Items listed in a dataset:
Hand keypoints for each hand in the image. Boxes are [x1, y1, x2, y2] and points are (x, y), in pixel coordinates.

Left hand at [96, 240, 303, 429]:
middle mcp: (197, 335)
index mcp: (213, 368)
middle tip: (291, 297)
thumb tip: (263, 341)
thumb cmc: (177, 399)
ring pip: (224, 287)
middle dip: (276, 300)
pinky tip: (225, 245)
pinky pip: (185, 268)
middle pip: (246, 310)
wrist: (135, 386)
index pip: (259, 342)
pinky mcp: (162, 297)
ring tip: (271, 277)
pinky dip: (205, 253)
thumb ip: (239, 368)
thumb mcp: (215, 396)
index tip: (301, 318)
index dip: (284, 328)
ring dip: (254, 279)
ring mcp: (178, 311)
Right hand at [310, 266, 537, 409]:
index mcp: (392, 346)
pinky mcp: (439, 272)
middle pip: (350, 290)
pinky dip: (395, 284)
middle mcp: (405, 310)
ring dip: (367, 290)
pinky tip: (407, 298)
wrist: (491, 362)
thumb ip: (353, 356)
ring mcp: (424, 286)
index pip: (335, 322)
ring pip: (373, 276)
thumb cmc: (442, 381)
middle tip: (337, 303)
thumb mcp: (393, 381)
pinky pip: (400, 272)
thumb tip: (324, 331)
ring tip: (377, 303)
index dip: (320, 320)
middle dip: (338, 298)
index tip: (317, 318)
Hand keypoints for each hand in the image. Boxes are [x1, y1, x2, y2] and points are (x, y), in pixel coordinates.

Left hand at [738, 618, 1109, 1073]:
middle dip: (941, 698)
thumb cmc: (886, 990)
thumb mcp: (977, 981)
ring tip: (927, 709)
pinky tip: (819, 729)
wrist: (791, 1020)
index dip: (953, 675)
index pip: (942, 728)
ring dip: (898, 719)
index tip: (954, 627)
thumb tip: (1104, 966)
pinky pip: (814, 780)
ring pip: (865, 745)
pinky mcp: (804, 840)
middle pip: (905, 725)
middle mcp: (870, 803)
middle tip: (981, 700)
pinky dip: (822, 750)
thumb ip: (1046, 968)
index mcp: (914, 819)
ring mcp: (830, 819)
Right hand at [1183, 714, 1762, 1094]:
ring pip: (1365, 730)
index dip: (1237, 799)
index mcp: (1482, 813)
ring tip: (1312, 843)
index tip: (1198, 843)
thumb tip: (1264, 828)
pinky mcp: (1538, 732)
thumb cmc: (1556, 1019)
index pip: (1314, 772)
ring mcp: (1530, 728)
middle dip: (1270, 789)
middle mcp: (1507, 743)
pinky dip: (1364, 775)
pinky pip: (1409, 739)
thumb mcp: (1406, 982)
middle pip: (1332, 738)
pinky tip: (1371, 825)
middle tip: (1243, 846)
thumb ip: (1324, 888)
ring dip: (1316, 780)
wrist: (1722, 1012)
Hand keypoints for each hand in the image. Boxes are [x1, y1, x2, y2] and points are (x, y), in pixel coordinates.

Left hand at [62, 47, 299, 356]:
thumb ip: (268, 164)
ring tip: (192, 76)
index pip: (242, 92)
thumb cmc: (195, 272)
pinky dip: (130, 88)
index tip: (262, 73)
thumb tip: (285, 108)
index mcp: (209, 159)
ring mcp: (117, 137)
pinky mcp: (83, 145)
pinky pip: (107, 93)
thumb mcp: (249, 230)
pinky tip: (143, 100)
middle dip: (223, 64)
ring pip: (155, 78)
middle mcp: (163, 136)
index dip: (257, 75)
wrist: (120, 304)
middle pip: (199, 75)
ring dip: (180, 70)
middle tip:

Your assignment: Return, word for word, the lines of the data above from the line with "pinky tip: (819, 729)" through the line with "index mcp: (209, 159)", inclusive.

Answer to this exercise:
pinky tip: (819, 729)
wrist: (791, 1020)
index dip: (953, 675)
index pip: (942, 728)
ring dip: (898, 719)
index tip: (954, 627)
thumb tip: (1104, 966)
pinky pip: (814, 780)
ring pip: (865, 745)
pinky mcp: (804, 840)
middle pip: (905, 725)
middle mcp: (870, 803)
middle tip: (981, 700)
pinky dip: (822, 750)
thumb ip: (1046, 968)
index mcp: (914, 819)
ring mcp: (830, 819)
Right hand at [1183, 714, 1762, 1094]:
ring pip: (1365, 730)
index dip: (1237, 799)
index mcp: (1482, 813)
ring tip: (1312, 843)
index tip: (1198, 843)
thumb tip: (1264, 828)
pinky mcp: (1538, 732)
thumb cmc: (1556, 1019)
index pip: (1314, 772)
ring mcp: (1530, 728)
middle dip: (1270, 789)
middle mcp: (1507, 743)
pinky dip: (1364, 775)
pinky pip: (1409, 739)
thumb mcp: (1406, 982)
middle pip: (1332, 738)
pinky tip: (1371, 825)
middle tip: (1243, 846)
thumb ip: (1324, 888)
ring dip: (1316, 780)
wrist: (1722, 1012)
Hand keypoints for each hand in the image. Boxes are [x1, y1, x2, y2] and points are (x, y), in pixel coordinates.

Left hand at [62, 47, 299, 356]:
thumb ip: (268, 164)
ring tip: (192, 76)
index pip: (242, 92)
thumb cmc: (195, 272)
pinky dip: (130, 88)
index tip: (262, 73)
thumb tip: (285, 108)
index mcp: (209, 159)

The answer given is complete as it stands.